## The problem
Of the lines below, write out exactly those from the line with "x r add y moveto" through the line with "0 2070 translate 1 -1 scale", both included, and skip the rest.

(Items from a dataset)
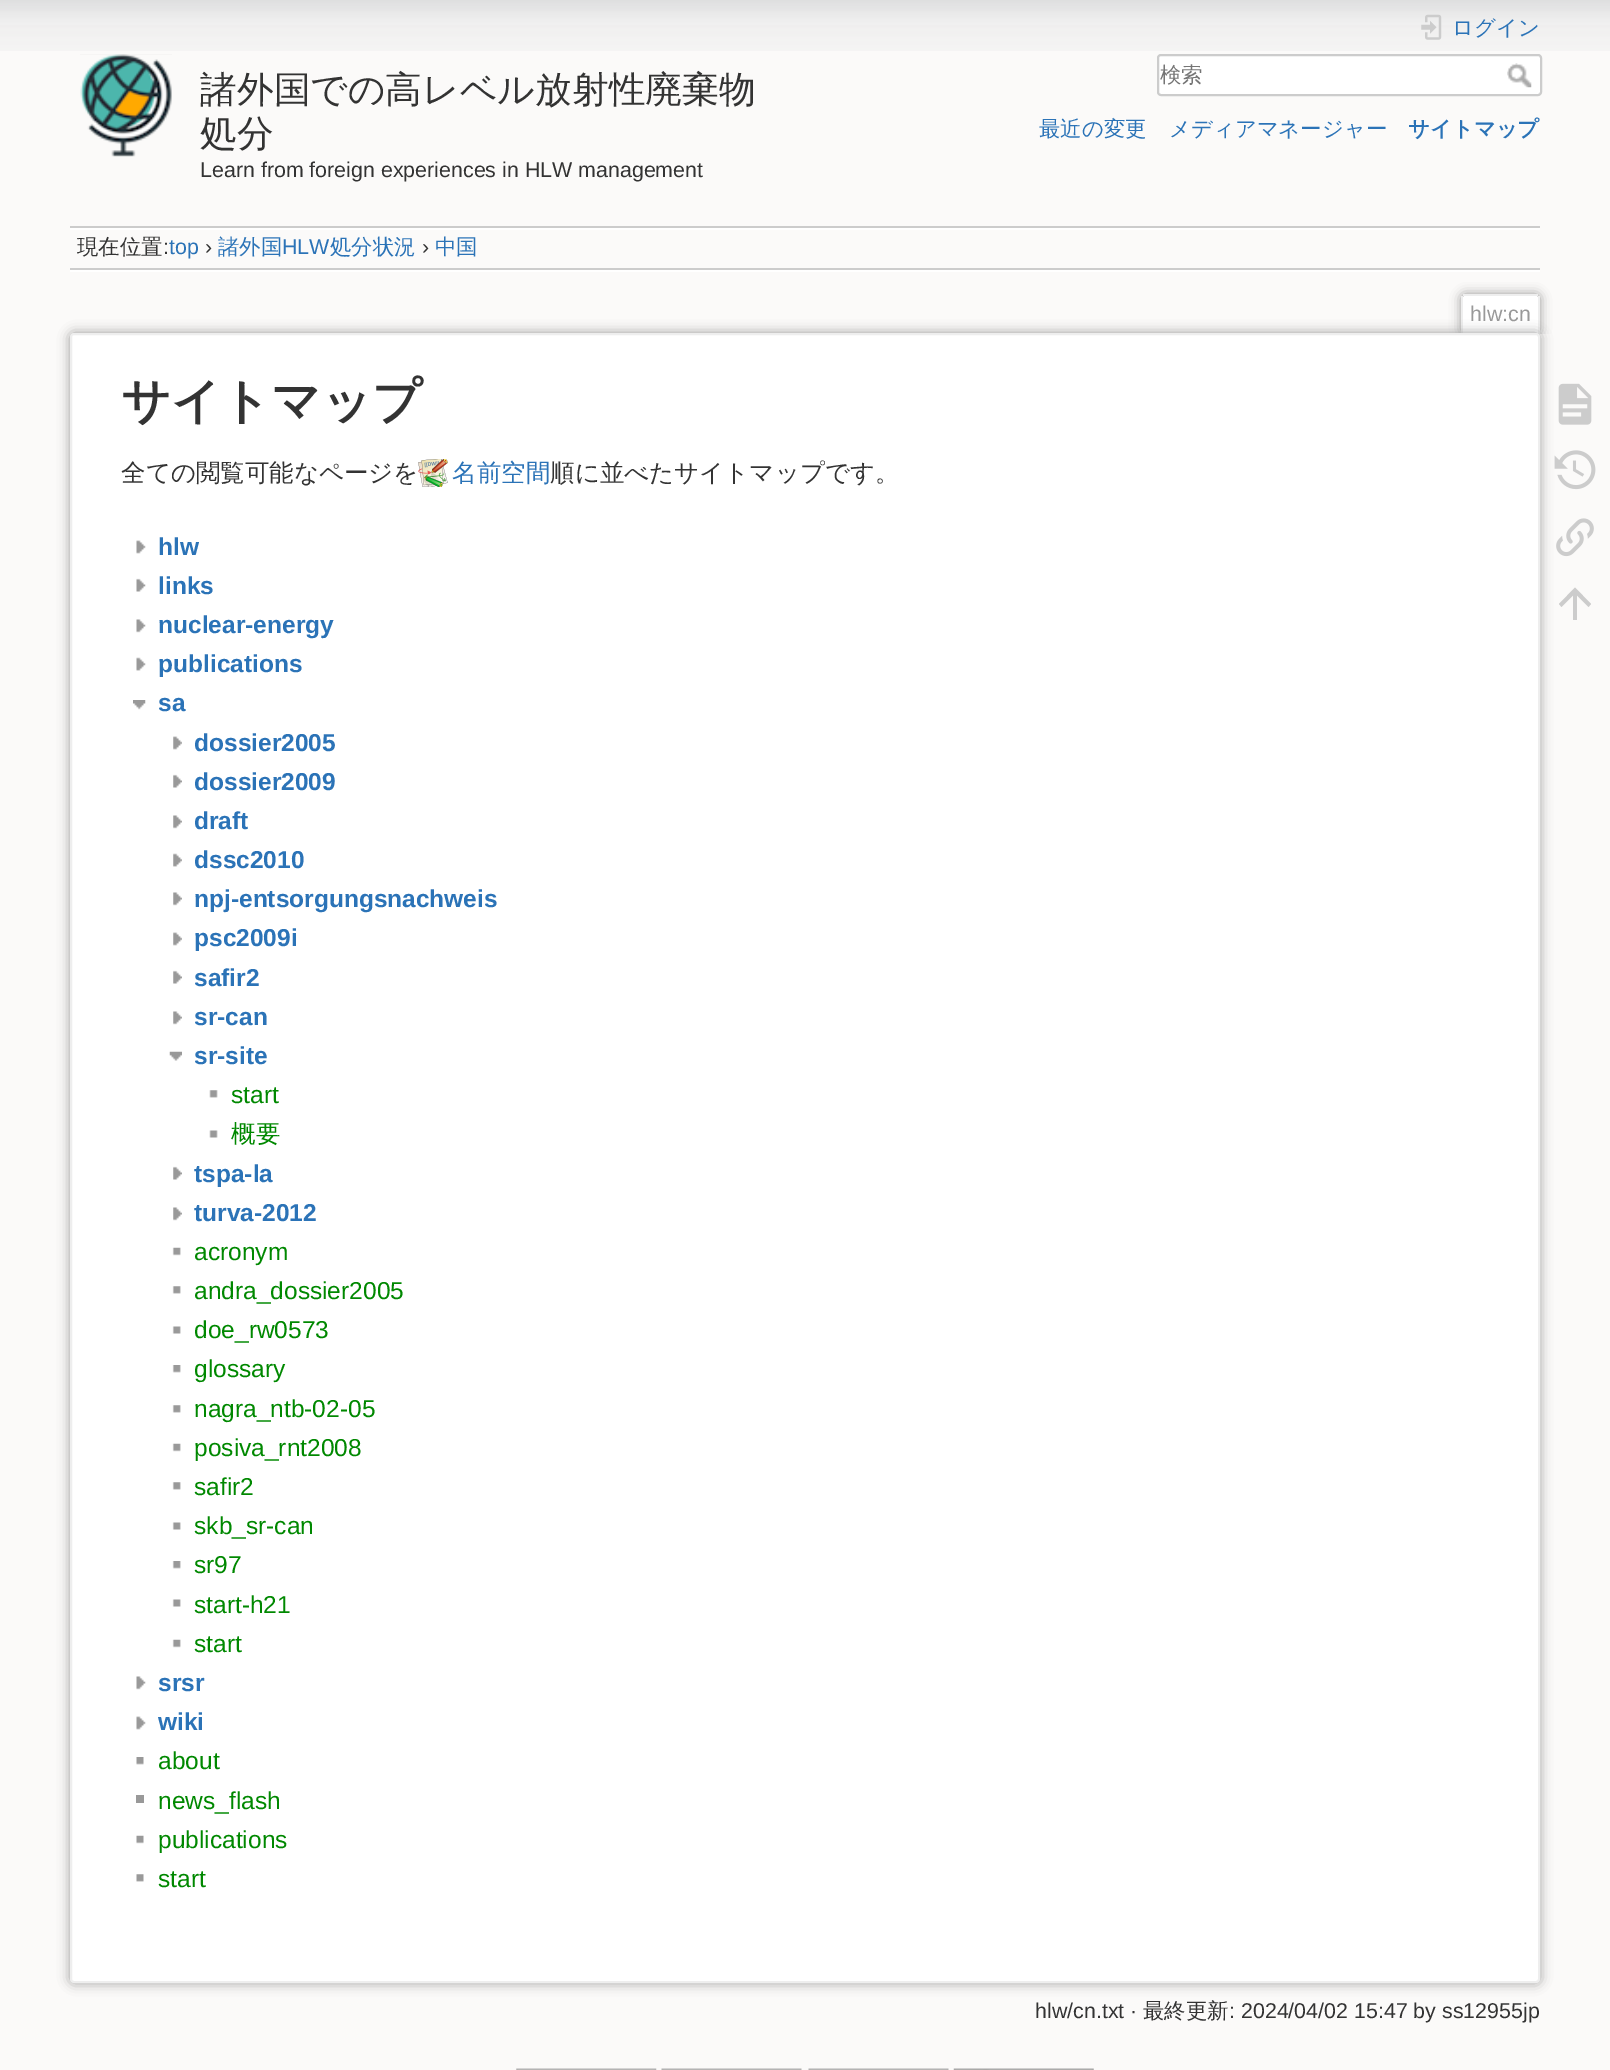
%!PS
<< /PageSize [1610 2070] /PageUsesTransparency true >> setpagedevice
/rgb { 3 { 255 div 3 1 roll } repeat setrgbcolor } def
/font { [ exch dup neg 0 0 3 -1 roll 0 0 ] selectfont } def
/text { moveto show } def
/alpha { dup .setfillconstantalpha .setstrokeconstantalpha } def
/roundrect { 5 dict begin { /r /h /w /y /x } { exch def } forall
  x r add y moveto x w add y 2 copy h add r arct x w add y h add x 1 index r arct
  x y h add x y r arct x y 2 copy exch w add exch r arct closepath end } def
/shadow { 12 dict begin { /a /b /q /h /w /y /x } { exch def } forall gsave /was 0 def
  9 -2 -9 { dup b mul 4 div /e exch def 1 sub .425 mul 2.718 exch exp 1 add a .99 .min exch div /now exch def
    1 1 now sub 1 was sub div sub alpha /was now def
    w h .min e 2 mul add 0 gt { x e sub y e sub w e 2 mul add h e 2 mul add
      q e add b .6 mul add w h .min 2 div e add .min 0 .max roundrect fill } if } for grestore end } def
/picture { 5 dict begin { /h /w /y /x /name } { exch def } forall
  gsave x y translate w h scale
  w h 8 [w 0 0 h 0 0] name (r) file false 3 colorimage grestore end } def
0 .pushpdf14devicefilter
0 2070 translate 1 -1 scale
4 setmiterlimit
251 250 249 rgb
0 0 1610 2070 rectfill
(img_01.rgb) 0 0 1610 51 picture
(img_02.rgb) 80 54 92 103 picture
(img_03.rgb) 1421 14 21 26 picture
255 255 255 rgb
1158 55 383 40 3 roundrect gsave fill grestore
204 204 204 rgb
2 setlinewidth
stroke
(img_04.rgb) 1507 63 25 25 picture
70 226 1470 2 rectfill
255 255 255 rgb
70 270 1470 2 rectfill
70 228 1470 2 rectfill
204 204 204 rgb
70 268 1470 2 rectfill
gsave
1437 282 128 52 rectclip
153 153 153 rgb
1461 294 79 40 4 5.5 1 shadow
grestore
255 255 255 rgb
1465 296 moveto 71 0 rlineto 1 0 2 1 2 2 rcurveto 0 36 rlineto -75 0 rlineto 0 -36 rlineto 0 -1 1 -2 2 -2 rcurveto closepath fill
238 238 238 rgb
1463 294 75 2 rectfill
1538 296 2 38 rectfill
1461 296 2 38 rectfill
153 153 153 rgb
70 333 1470 1650 4 6 1 shadow
255 255 255 rgb
71 334 1468 1648 3 roundrect gsave fill grestore
238 238 238 rgb
stroke
(img_05.rgb) 418 459 30 28 picture
(img_06.rgb) 136 540 10 14 picture
(img_07.rgb) 136 578 10 14 picture
(img_08.rgb) 136 619 10 14 picture
(img_09.rgb) 136 657 10 14 picture
(img_10.rgb) 133 700 13 10 picture
(img_11.rgb) 173 736 9 14 picture
(img_12.rgb) 173 774 9 14 picture
(img_13.rgb) 173 815 9 14 picture
(img_14.rgb) 173 853 9 14 picture
(img_13.rgb) 173 892 9 14 picture
(img_11.rgb) 173 932 9 14 picture
(img_12.rgb) 173 970 9 14 picture
(img_13.rgb) 173 1011 9 14 picture
(img_15.rgb) 169 1051 13 10 picture
(img_16.rgb) 209 1090 9 8 picture
(img_17.rgb) 209 1130 9 8 picture
(img_12.rgb) 173 1166 9 14 picture
(img_13.rgb) 173 1207 9 14 picture
(img_18.rgb) 172 1247 9 9 picture
(img_19.rgb) 172 1286 9 8 picture
(img_20.rgb) 172 1326 9 8 picture
(img_21.rgb) 172 1365 9 8 picture
(img_19.rgb) 172 1405 9 8 picture
(img_18.rgb) 172 1443 9 9 picture
(img_19.rgb) 172 1482 9 8 picture
(img_20.rgb) 172 1522 9 8 picture
(img_21.rgb) 172 1561 9 8 picture
(img_20.rgb) 172 1599 9 8 picture
(img_18.rgb) 172 1639 9 9 picture
(img_08.rgb) 136 1676 10 14 picture
(img_06.rgb) 136 1716 10 14 picture
(img_22.rgb) 136 1757 8 8 picture
153 153 153 rgb
136 1795 8 8 rectfill
(img_23.rgb) 136 1835 8 9 picture
(img_24.rgb) 136 1874 8 8 picture
(img_25.rgb) 1558 383 34 42 picture
(img_26.rgb) 1554 450 42 40 picture
(img_27.rgb) 1556 518 38 39 picture
204 204 204 rgb
1577 620 moveto -4 0 rlineto 0 -24.5 rlineto -11.5 11.5 rlineto -2.5 -3 rlineto 16 -16.5 rlineto 16 16.5 rlineto -2.5 3 rlineto -11.5 -11.5 rlineto closepath fill
(img_28.rgb) 516 2068 141 2 picture
(img_29.rgb) 661 2068 141 2 picture
(img_29.rgb) 808 2068 141 2 picture
(img_30.rgb) 953 2068 141 2 picture
/WenQuanYiZenHei-Medium 36.75 font
51 51 51 rgb
(諸外国での高レベル放射性廃棄物) 200 102 text
(処分) 200 146 text
/LiberationSans-Regular 21.4 font
(Learn from foreign experiences in HLW management) 200 177 text
/WenQuanYiZenHei-Medium 21.4 font
43 115 183 rgb
(ログイン) 1452 35 text
117 117 117 rgb
(検索) 1160 82 text
43 115 183 rgb
(最近の変更) 1039 136 text
(メディアマネージャー) 1169 136 text
/WenQuanYiZenHei-Bold 21.4 font
(サイトマップ) 1408 136 text
/WenQuanYiZenHei-Medium 21.4 font
51 51 51 rgb
(現在位置) 77 254 text
/LiberationSans-Regular 21.4 font
(:) 163 254 text
43 115 183 rgb
(top) 169 254 text
51 51 51 rgb
(›) 205 254 text
/WenQuanYiZenHei-Medium 21.4 font
43 115 183 rgb
(諸外国) 218 254 text
/LiberationSans-Regular 21.4 font
(HLW) 282 254 text
/WenQuanYiZenHei-Medium 21.4 font
(処分状況) 330 254 text
/LiberationSans-Regular 21.4 font
51 51 51 rgb
(›) 422 254 text
/WenQuanYiZenHei-Medium 21.4 font
43 115 183 rgb
(中国) 435 254 text
/LiberationSans-Regular 21.4 font
153 153 153 rgb
(hlw:cn) 1470 321 text
/WenQuanYiZenHei-Bold 49 font
51 51 51 rgb
(サイトマップ) 121 418 text
/WenQuanYiZenHei-Medium 24.5 font
(全ての閲覧可能なページを) 121 481 text
43 115 183 rgb
(名前空間) 452 481 text
51 51 51 rgb
(順に並べたサイトマップです。) 550 481 text
/LiberationSans-Bold 24.5 font
43 115 183 rgb
(hlw) 158 555 text
(links) 158 594 text
(nuclear-energy) 158 633 text
(publications) 158 672 text
(sa) 158 711 text
(dossier2005) 194 751 text
(dossier2009) 194 790 text
(draft) 194 829 text
(dssc2010) 194 868 text
(npj-entsorgungsnachweis) 194 907 text
(psc2009i) 194 946 text
(safir2) 194 986 text
(sr-can) 194 1025 text
(sr-site) 194 1064 text
/LiberationSans-Regular 24.5 font
0 136 0 rgb
(start) 231 1103 text
/WenQuanYiZenHei-Medium 24.5 font
(概要) 231 1142 text
/LiberationSans-Bold 24.5 font
43 115 183 rgb
(tspa-la) 194 1182 text
(turva-2012) 194 1221 text
/LiberationSans-Regular 24.5 font
0 136 0 rgb
(acronym) 194 1260 text
(andra_dossier2005) 194 1299 text
(doe_rw0573) 194 1338 text
(glossary) 194 1377 text
(nagra_ntb-02-05) 194 1417 text
(posiva_rnt2008) 194 1456 text
(safir2) 194 1495 text
(skb_sr-can) 194 1534 text
(sr97) 194 1573 text
(start-h21) 194 1613 text
(start) 194 1652 text
/LiberationSans-Bold 24.5 font
43 115 183 rgb
(srsr) 158 1691 text
(wiki) 158 1730 text
/LiberationSans-Regular 24.5 font
0 136 0 rgb
(about) 158 1769 text
(news_flash) 158 1809 text
(publications) 158 1848 text
(start) 158 1887 text
/LiberationSans-Regular 21.4 font
51 51 51 rgb
(hlw/cn.txt ·) 1035 2018 text
/WenQuanYiZenHei-Medium 21.4 font
(最終更新) 1143 2018 text
/LiberationSans-Regular 21.4 font
(: 2024/04/02 15:47 by ss12955jp) 1229 2018 text
.poppdf14devicefilter showpage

## Written solution
  x r add y moveto x w add y 2 copy h add r arct x w add y h add x 1 index r arct
  x y h add x y r arct x y 2 copy exch w add exch r arct closepath end } def
/shadow { 12 dict begin { /a /b /q /h /w /y /x } { exch def } forall gsave /was 0 def
  9 -2 -9 { dup b mul 4 div /e exch def 1 sub .425 mul 2.718 exch exp 1 add a .99 .min exch div /now exch def
    1 1 now sub 1 was sub div sub alpha /was now def
    w h .min e 2 mul add 0 gt { x e sub y e sub w e 2 mul add h e 2 mul add
      q e add b .6 mul add w h .min 2 div e add .min 0 .max roundrect fill } if } for grestore end } def
/picture { 5 dict begin { /h /w /y /x /name } { exch def } forall
  gsave x y translate w h scale
  w h 8 [w 0 0 h 0 0] name (r) file false 3 colorimage grestore end } def
0 .pushpdf14devicefilter
0 2070 translate 1 -1 scale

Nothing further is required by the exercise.